Equifax stock rose about 10% this week, finishing near $208 per share as investors reacted to stronger-than-expected fourth quarter results, raised 2026 guidance, and renewed confidence in margin expansion.
Shares remain within their $166 to $281 52 week range, but the sharp move reflects a shift in sentiment following earnings and capital return updates.
The rally was driven by earnings outperformance and improved visibility into 2026 growth.
This week, Equifax reported fourth quarter revenue of $1.551 billion, up 9% year over year and above guidance, with EPS of $2.09 exceeding expectations as Workforce Solutions grew 9% and USIS rose 12%, including 33% mortgage revenue growth despite hard mortgage inquiries declining just 1%.
CEO Mark Begor said the company delivered results “well above both our February and October guidance,” while guiding 2026 revenue growth of about 10.6% reported and EPS of $8.50 at the midpoint, alongside more than $1 billion in expected free cash flow.

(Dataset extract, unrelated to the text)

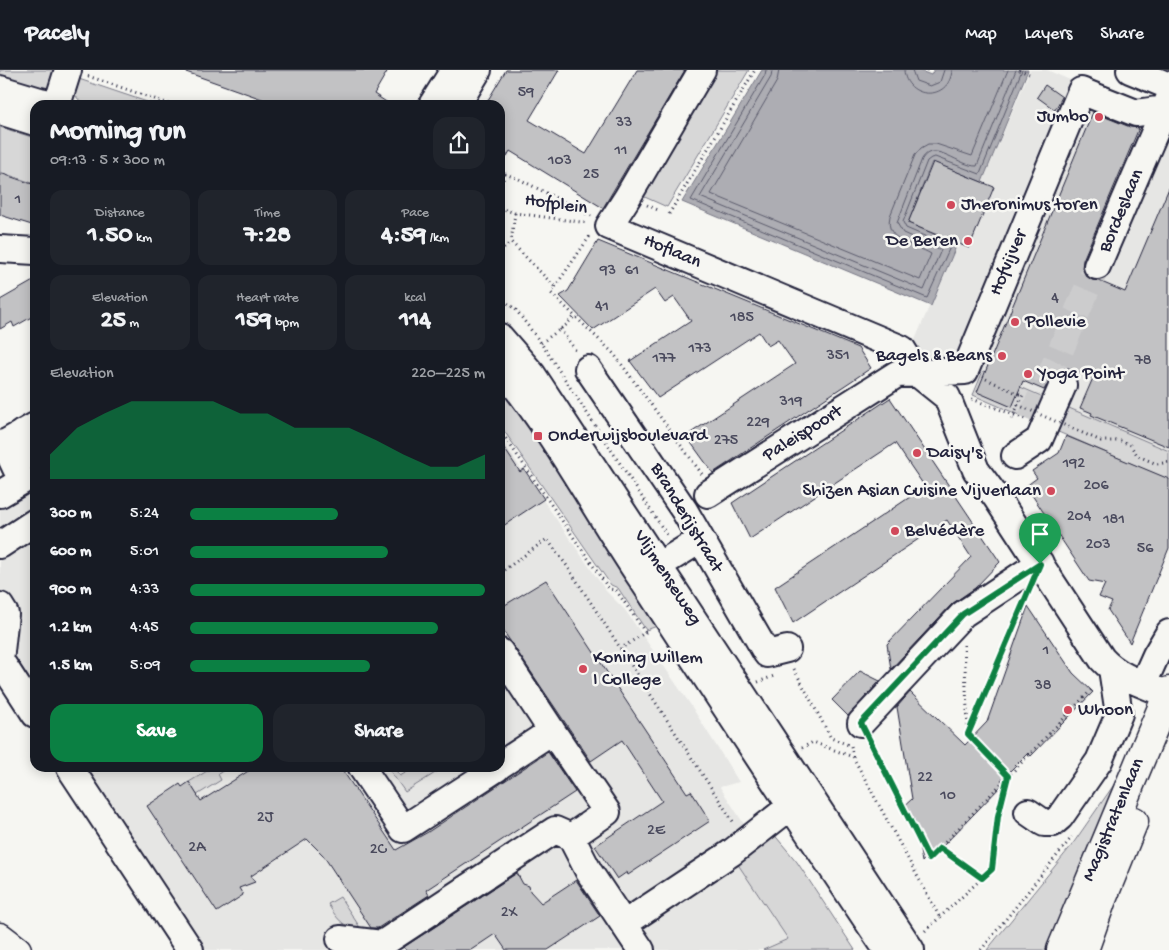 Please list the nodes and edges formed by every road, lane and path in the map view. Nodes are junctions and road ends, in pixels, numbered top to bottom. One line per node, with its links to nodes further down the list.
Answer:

Positioning data also played a role. Short interest jumped 47.7% in February to 5,345,609 shares as of Feb. 13, representing about 4.5% of the public float with a 1.7 days-to-cover ratio, suggesting some investors had been positioned for weakness ahead of earnings.
At the same time, institutional ownership stands at 96.2%, with Mitsubishi UFJ Asset Management increasing its stake by 19.6% to 1,380,012 shares, Generation Investment Management raising its holdings to 2,736,467 shares, and JPMorgan Chase & Co. boosting its position by 27.1% in Q3.
Capital returns reinforced confidence. Equifax raised its quarterly dividend 12% to $0.56 per share, payable March 17, implying a 1.1% yield and a payout ratio near 21%, while management reiterated expectations for strong free cash flow and continued share repurchases in 2026.
The combination of earnings strength, dividend growth, and short positioning helped drive shares higher this week as investors recalibrated expectations for the year ahead.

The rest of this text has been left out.